*Work to complete*
The required answer is each line in the entries below where "Güemes" occurs.

(Stored records)
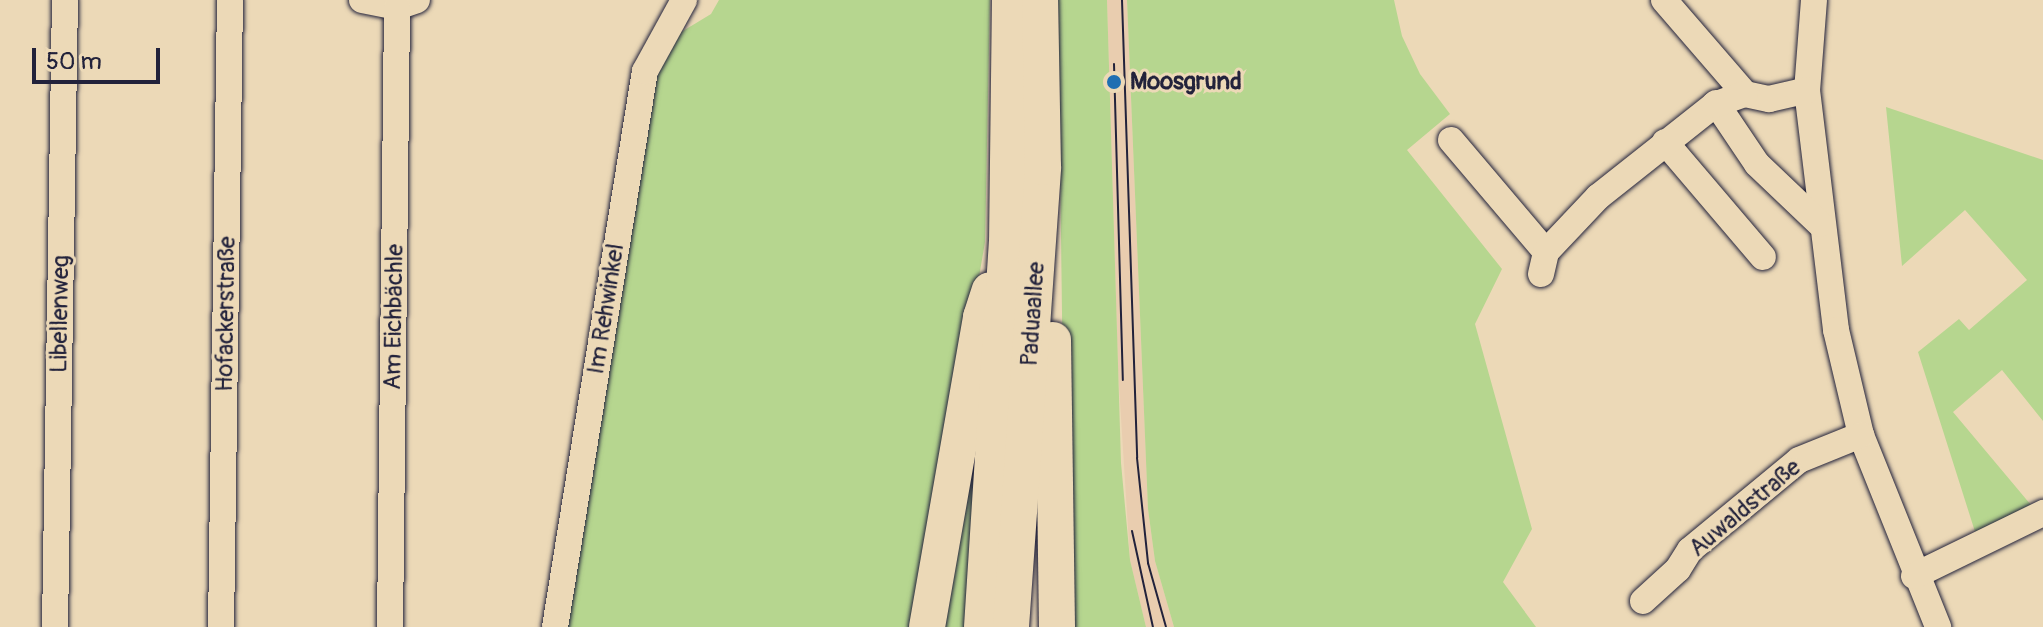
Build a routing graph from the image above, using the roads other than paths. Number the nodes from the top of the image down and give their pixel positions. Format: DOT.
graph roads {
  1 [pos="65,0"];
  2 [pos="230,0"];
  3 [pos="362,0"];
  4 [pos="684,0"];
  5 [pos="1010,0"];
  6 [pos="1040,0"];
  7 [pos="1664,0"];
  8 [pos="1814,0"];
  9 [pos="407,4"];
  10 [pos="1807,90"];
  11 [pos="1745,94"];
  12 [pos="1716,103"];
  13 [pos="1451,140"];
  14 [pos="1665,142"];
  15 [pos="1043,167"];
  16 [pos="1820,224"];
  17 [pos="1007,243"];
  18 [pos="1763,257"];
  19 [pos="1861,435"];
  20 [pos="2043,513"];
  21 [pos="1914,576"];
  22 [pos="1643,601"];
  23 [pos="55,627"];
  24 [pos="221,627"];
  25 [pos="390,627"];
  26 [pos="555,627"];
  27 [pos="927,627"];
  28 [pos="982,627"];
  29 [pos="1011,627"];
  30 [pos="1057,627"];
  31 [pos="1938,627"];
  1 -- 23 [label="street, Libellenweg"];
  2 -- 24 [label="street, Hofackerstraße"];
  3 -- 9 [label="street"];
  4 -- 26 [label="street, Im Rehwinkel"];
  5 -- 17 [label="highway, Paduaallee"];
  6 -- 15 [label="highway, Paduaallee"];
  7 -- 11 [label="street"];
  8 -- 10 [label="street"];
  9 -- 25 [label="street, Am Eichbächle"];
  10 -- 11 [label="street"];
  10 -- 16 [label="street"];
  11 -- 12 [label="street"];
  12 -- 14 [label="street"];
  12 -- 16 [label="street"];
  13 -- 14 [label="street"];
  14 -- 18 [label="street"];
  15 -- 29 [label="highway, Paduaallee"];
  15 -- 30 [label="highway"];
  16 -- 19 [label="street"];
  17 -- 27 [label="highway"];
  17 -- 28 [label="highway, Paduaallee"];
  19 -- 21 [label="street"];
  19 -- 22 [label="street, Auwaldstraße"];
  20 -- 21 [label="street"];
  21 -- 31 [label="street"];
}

* * *

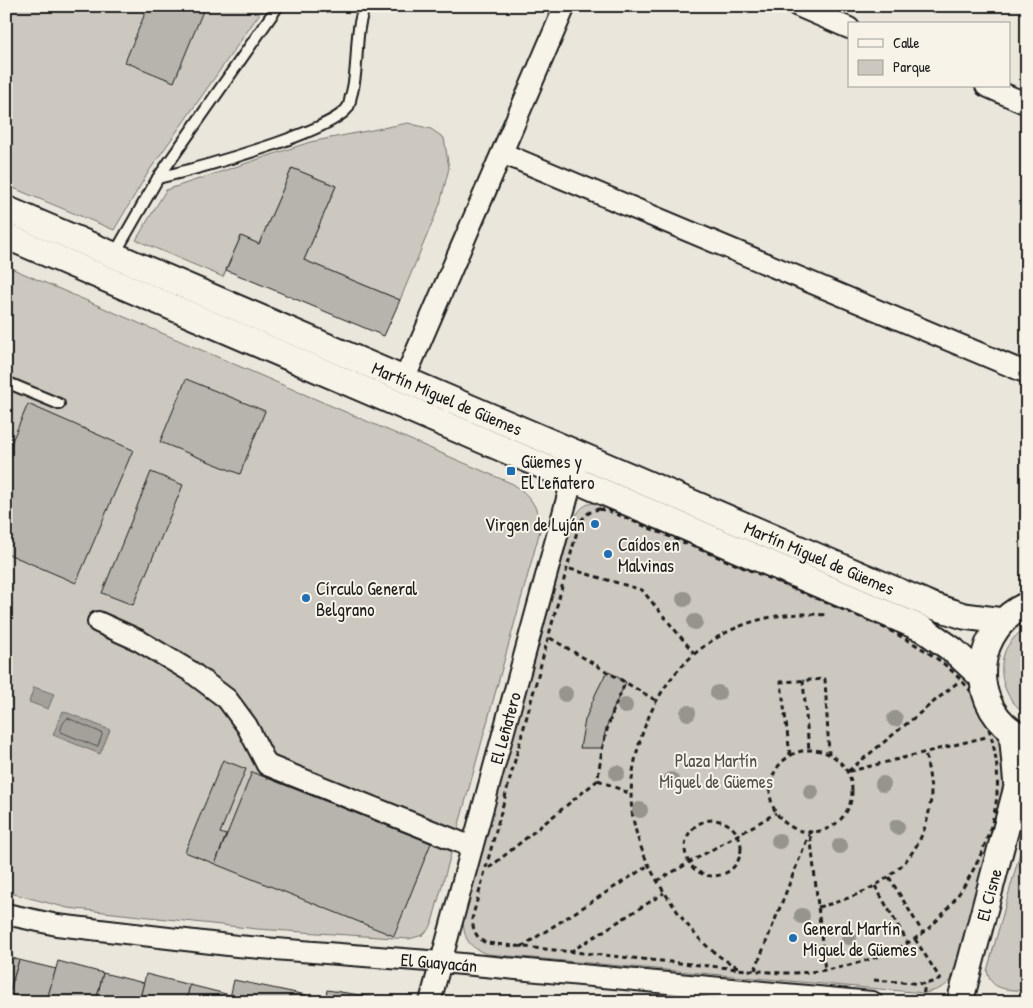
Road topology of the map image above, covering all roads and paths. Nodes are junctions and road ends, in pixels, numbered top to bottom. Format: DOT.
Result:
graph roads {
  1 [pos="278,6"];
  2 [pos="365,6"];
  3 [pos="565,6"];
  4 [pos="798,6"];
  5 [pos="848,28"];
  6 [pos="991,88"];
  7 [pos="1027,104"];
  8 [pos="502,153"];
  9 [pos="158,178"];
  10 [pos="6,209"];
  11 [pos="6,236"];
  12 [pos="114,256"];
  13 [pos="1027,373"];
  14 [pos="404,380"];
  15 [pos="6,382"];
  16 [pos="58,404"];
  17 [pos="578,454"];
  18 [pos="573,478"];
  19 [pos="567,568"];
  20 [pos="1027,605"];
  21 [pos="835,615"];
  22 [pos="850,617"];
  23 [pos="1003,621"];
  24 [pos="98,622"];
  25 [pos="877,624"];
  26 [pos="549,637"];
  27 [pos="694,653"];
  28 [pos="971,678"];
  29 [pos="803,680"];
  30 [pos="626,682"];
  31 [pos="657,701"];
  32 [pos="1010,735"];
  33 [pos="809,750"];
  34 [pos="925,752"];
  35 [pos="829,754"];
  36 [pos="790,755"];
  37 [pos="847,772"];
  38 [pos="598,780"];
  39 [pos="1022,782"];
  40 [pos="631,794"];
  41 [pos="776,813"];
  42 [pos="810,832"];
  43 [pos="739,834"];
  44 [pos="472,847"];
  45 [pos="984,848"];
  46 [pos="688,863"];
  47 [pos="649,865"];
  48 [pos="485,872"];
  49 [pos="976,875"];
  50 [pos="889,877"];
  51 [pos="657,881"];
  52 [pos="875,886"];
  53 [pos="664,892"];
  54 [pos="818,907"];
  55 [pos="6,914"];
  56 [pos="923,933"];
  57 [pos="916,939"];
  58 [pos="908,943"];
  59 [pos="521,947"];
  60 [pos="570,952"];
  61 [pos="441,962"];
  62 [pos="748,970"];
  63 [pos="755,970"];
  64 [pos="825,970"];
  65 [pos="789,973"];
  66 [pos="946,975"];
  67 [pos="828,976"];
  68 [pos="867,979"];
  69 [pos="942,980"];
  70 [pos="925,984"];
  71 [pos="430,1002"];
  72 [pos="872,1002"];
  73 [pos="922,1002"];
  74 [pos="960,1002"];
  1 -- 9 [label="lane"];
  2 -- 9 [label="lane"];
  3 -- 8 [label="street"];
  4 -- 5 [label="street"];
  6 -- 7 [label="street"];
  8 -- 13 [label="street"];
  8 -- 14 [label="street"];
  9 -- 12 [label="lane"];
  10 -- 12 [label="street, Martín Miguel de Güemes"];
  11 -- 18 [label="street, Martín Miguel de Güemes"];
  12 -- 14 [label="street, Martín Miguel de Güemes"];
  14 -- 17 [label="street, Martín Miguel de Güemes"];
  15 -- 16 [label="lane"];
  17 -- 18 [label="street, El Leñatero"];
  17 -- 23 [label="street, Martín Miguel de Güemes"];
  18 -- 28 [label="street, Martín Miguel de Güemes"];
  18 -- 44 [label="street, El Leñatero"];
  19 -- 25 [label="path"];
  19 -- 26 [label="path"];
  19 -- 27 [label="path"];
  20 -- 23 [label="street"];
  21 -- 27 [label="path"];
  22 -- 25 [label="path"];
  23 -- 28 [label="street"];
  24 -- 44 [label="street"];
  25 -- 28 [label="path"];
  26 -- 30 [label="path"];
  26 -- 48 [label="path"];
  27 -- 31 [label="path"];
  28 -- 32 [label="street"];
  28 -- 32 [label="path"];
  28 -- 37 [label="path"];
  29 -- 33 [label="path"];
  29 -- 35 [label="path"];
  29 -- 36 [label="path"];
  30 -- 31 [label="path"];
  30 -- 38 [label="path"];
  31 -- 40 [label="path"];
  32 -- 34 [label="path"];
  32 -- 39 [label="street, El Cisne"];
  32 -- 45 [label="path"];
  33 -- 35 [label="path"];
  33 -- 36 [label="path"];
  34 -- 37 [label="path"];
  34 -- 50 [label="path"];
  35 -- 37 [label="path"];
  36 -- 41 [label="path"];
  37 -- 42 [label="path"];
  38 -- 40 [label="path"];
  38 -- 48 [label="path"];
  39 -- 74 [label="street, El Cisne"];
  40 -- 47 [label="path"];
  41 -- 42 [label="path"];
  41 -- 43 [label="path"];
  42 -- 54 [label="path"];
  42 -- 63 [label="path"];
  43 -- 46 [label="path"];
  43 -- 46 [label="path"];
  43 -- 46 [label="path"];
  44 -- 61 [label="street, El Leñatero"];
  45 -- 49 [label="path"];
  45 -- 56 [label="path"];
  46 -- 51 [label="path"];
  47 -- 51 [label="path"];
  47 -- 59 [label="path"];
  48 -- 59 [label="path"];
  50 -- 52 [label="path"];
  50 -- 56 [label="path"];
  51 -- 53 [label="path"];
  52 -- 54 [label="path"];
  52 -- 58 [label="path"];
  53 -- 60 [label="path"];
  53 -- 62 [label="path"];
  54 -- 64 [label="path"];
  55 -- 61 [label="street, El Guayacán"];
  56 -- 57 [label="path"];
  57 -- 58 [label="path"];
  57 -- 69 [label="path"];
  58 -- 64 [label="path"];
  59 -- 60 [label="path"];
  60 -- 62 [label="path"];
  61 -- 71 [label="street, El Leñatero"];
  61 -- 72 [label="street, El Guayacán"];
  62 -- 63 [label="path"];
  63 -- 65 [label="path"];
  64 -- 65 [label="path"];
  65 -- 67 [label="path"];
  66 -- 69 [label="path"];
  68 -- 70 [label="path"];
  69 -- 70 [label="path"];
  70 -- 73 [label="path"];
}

*Answer for this exercise*
  10 -- 12 [label="street, Martín Miguel de Güemes"];
  11 -- 18 [label="street, Martín Miguel de Güemes"];
  12 -- 14 [label="street, Martín Miguel de Güemes"];
  14 -- 17 [label="street, Martín Miguel de Güemes"];
  17 -- 23 [label="street, Martín Miguel de Güemes"];
  18 -- 28 [label="street, Martín Miguel de Güemes"];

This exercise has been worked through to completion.